We can convert this to an annualized return by taking the days in a year (365) divided by the days in trading (106) and multiplying that by the return (3.71%).
This gives a potential annualized return of 12.90%.
I have a small Excel-based calculator that I can use to do these calculations quickly and easily. You can download here.
As a bullish strategy, this trade should only be placed on stocks of the investor ready to buy.
There are a few other points to keep in mind.
Implied volatility is an important factor in the value of options.
A higher implied volatility corresponds to higher option premiums, which corresponds to higher returns.
As we know, higher returns are also associated with higher risks.
In our example above, KO was used, a stock with low volatility.
If we looked at a similar setup for NIO, the annualized return would be closer to 61%. But it’s a much riskier stock.
The best time to short put trades is after the stock has fallen sharply, which means that implied volatility is increased and the stocks trade at a discount.
Occasionally I do short put trades in high volatility stocks, but I prefer stable blue chip stocks.
Any stock in the Dow Jones Industrial Average is fair, but some have much higher value than others.
For example, a short put trade with United Health (UNH) would require around $ 32,000 in capital if the put were allocated, while KO would only need $ 4,580.
ETFs are also great for this strategy as there is no stock-specific risk. No quarterly earnings reports to worry about.
Multiple option expiration periods are available for each share, from weekly options to longer-term LEAP options.

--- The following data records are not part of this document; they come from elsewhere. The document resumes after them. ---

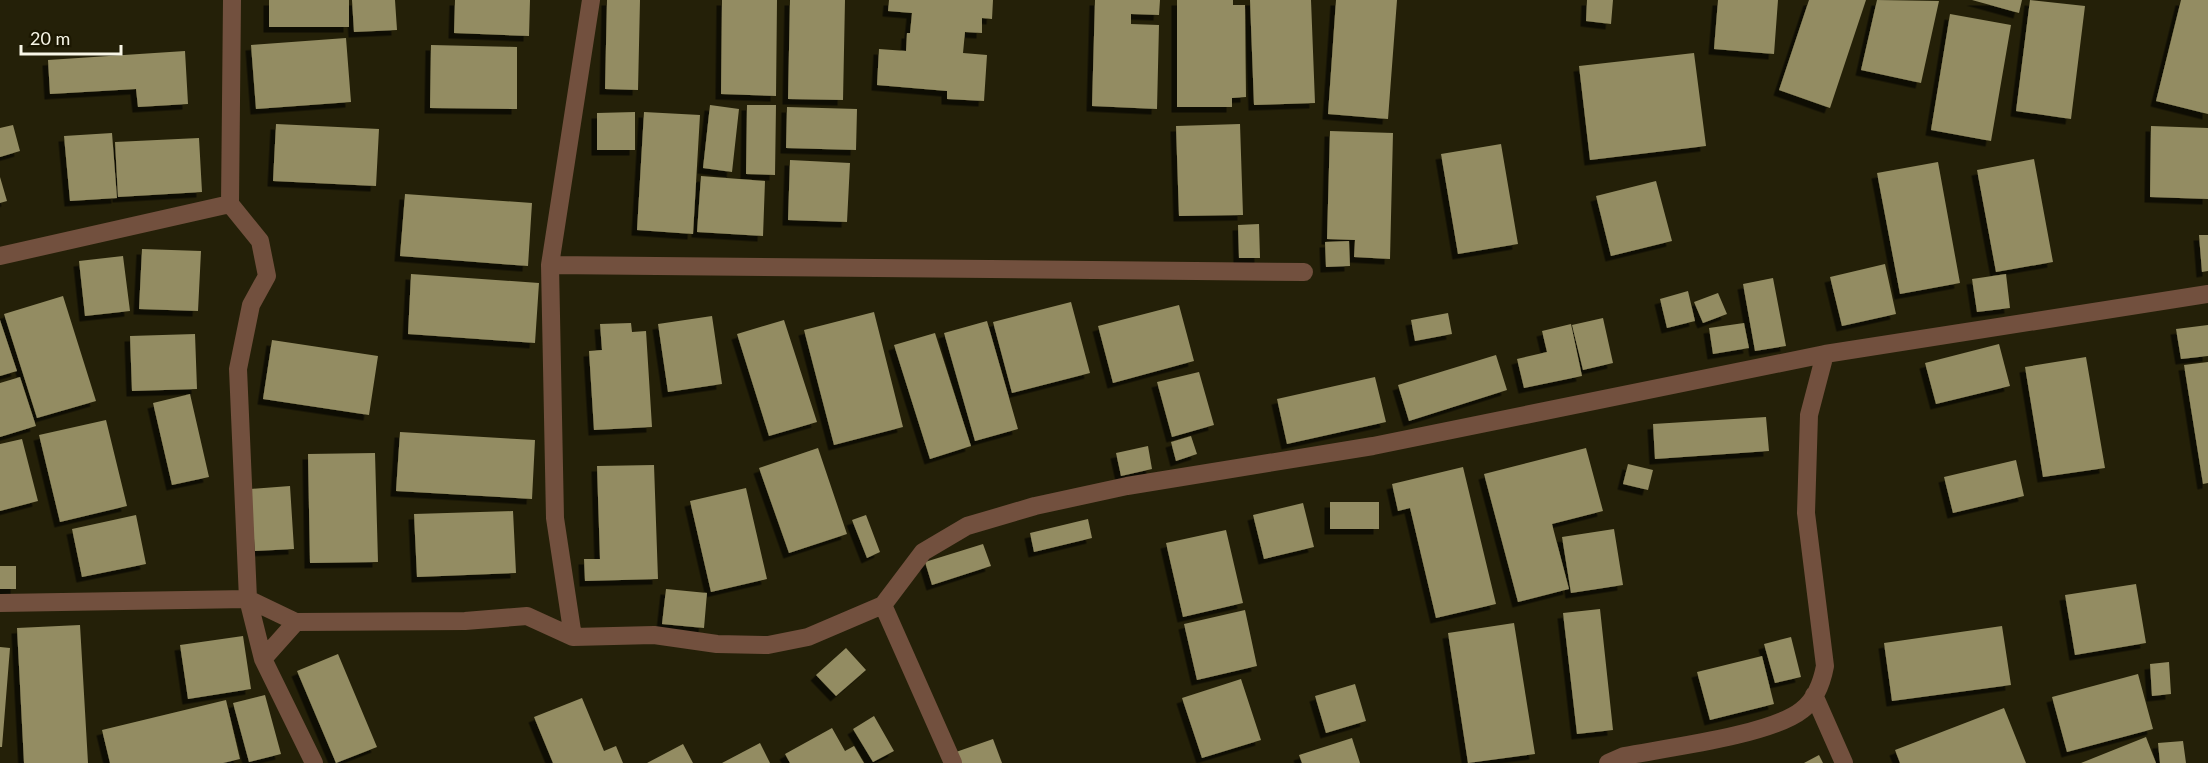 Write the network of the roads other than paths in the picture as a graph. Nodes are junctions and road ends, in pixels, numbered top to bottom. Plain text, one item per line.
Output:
1 (232, 0) edge
2 (591, 0) edge
3 (230, 204) junction
4 (0, 256) edge
5 (549, 265) junction
6 (1304, 272) dead end
7 (2208, 294) edge
8 (1825, 354) junction
9 (248, 599) junction
10 (0, 603) edge
11 (883, 605) junction
12 (296, 622) junction
13 (573, 637) junction
14 (263, 659) junction
15 (1814, 695) junction
16 (314, 763) edge
17 (953, 763) edge
18 (1608, 763) edge
19 (1844, 763) edge

1 - 3 street
2 - 5 street
3 - 4 street
3 - 9 street
5 - 6 street
5 - 13 street
7 - 8 street
8 - 11 street
8 - 15 street
9 - 10 street
9 - 12 street
9 - 14 street
11 - 13 street
11 - 17 street
12 - 13 street
12 - 14 street
14 - 16 street
15 - 18 street
15 - 19 street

So what process should traders look for in order to sell?
Short-term options produce the highest annualized return but offer the lowest margin of error.
Longer-term trades produce a lot of premium (and therefore a larger drop in breakeven price), but since the time decay is slower, the annualized return is lower.

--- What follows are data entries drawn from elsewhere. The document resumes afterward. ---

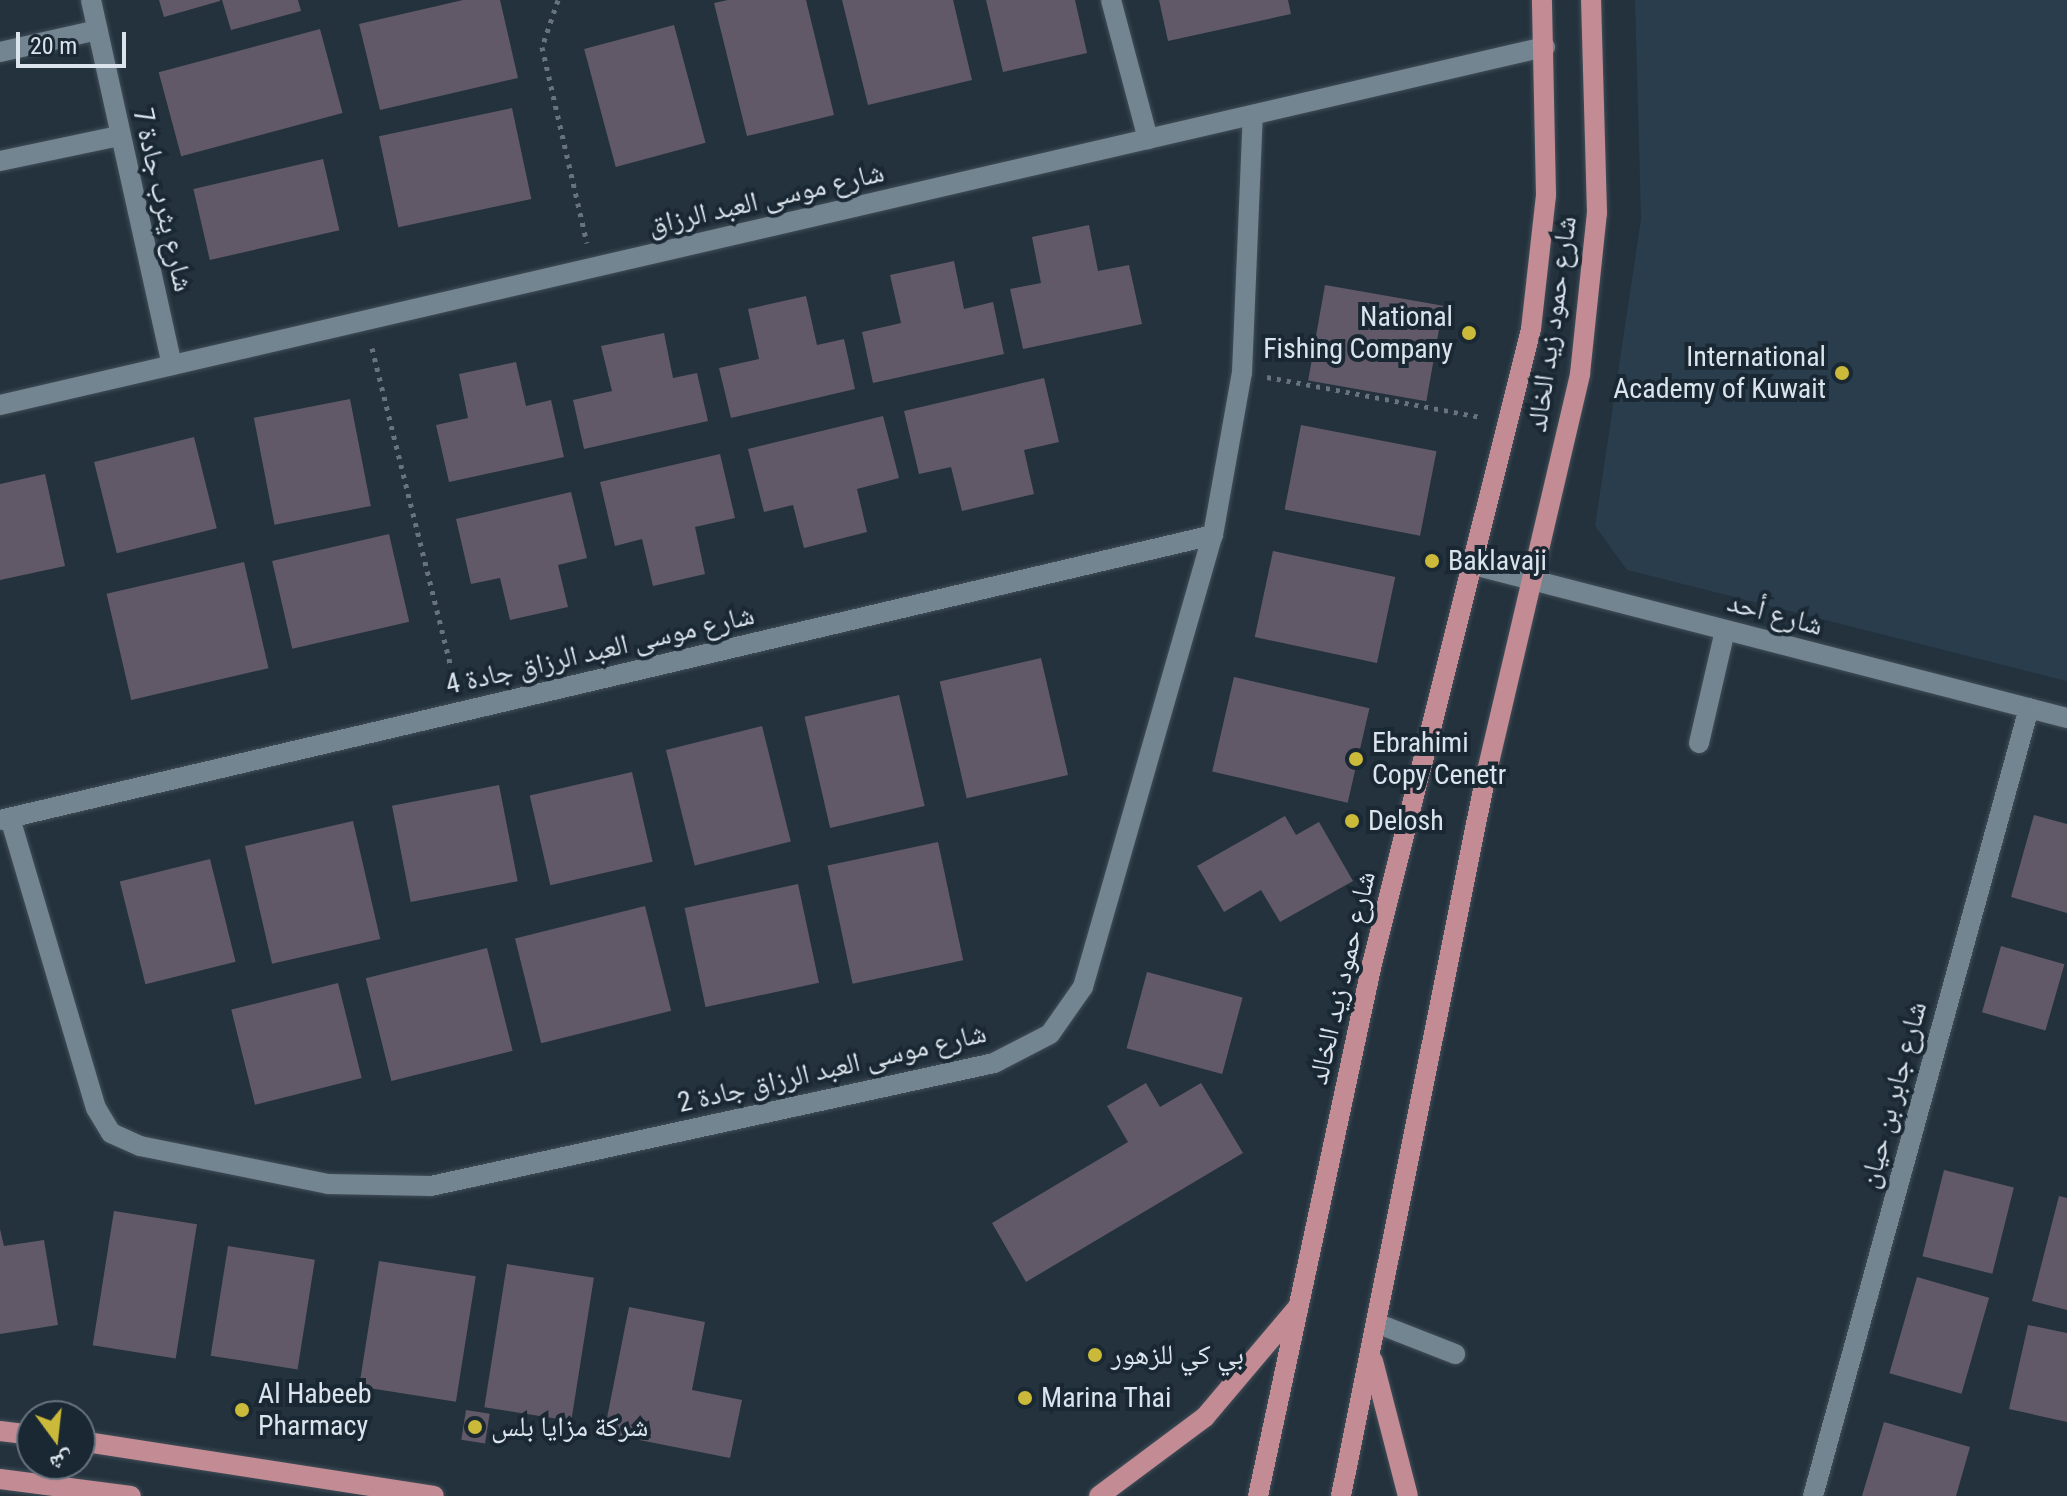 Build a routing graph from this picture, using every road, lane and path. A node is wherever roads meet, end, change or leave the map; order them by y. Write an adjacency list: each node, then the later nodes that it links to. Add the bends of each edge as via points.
1 (91, 0): 6 (street, شارع يثرب جادة 7)
2 (558, 0): 13 (path, via 542,47)
3 (1111, 0): 11 (street)
4 (1542, 0): 7 (main road, شارع حمود زيد الخالد)
5 (1591, 0): 21 (main road, شارع حمود زيد الخالد, via 1597,213 1580,374)
6 (98, 30): 8 (street); 10 (street, شارع يثرب جادة 7)
7 (1545, 47): 9 (street, شارع موسى العبد الرزاق); 18 (main road, شارع حمود زيد الخالد, via 1546,195 1531,329)
8 (0, 52)
9 (1253, 115): 11 (street, شارع موسى العبد الرزاق); 16 (street, شارع موسى العبد الرزاق جادة 2)
10 (119, 136): 12 (street); 15 (street, شارع يثرب جادة 7)
11 (1148, 139): 13 (street, شارع موسى العبد الرزاق)
12 (0, 161)
13 (593, 268): 14 (street, شارع موسى العبد الرزاق)
14 (365, 320): 15 (street, شارع موسى العبد الرزاق); 24 (path)
15 (172, 365): 17 (street, شارع موسى العبد الرزاق)
16 (1242, 373): 18 (path); 19 (street, شارع موسى العبد الرزاق جادة 2)
17 (0, 405)
18 (1507, 421): 20 (main road, شارع حمود زيد الخالد)
19 (1213, 535): 24 (street, شارع موسى العبد الرزاق جادة 4); 27 (street, شارع موسى العبد الرزاق جادة 2, via 1083,987 1050,1034 994,1063 431,1186 328,1184 140,1146 111,1133 96,1108)
20 (1470, 564): 21 (street, شارع أحد); 28 (main road, شارع حمود زيد الخالد, via 1372,964)
21 (1534, 580): 22 (street, شارع أحد); 29 (main road, شارع حمود زيد الخالد, via 1484,784)
22 (1725, 630): 23 (street, شارع أحد); 26 (street)
23 (2029, 708): 25 (street, شارع أحد); 40 (street, شارع جابر بن حيان)
24 (462, 711): 27 (street, شارع موسى العبد الرزاق جادة 4)
25 (2067, 718)
26 (1699, 743)
27 (5, 819)
28 (1299, 1305): 36 (main road, via 1205,1417); 37 (main road, شارع حمود زيد الخالد)
29 (1376, 1323): 30 (main road, شارع حمود زيد الخالد); 31 (street)
30 (1371, 1351): 38 (main road, شارع حمود زيد الخالد); 39 (main road)
31 (1455, 1354)
32 (96, 1443): 35 (main road)
33 (0, 1479): 34 (main road)
34 (131, 1496)
35 (434, 1496)
36 (1099, 1496)
37 (1258, 1496)
38 (1341, 1496)
39 (1408, 1496)
40 (1813, 1496)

Below is a comparison of a 4-day, 39-day, and 253-day short put trade using Apple Stock (AAPL).
You can see above that the very short term puts produce a huge annualized return of 101.08% but only cause the breakeven price to drop by 1.80%.
The longest term trade still offers a pretty good annualized return of 26.47%, but also an 18.92% drop in breakeven price.
The most important thing is to find a style that suits you.
If you are an active trader, the short term trades may be your style. However, if you prefer a more passive approach, the longer-term style may be more suitable.
For advanced traders, there is one more step that can be taken after a short put trade has been assigned.
Once the put is assigned, the trader owns 100 shares of the stock.
You can still hold that and collect the dividends, but what about options to generate more income?
This is certainly possible, and many traders will do it by selling covered calls, effectively doubling the premium the trader receives.
They received a premium for selling the first put and then a second option premium for selling a covered call.
If the trader has a very bullish outlook, he should sell the call well out of the money.
If they have a more neutral outlook, the call should be sold close to the money.
Short put options are an option strategy that is great for generating income from stocks that the trader is willing to own.
It is a neutral to slightly bullish strategy.
The ideal scenario is for the stock to stay flat or rise slightly so that the trader can keep the option premium without having to buy the stock.
If the stock falls below the short put strike, the trader may be assigned to the trade and forced to acquire 100 shares of the stock.
After taking over the share, the trader can sell covered calls to generate additional option premiums.
Disclaimer: The above information applies to For educational purposes only and should not be treated as investment advice. The strategy presented would not be suitable for investors who are unfamiliar with exchange-traded options. All readers interested in this strategy should do their own research and seek advice from a licensed financial advisor.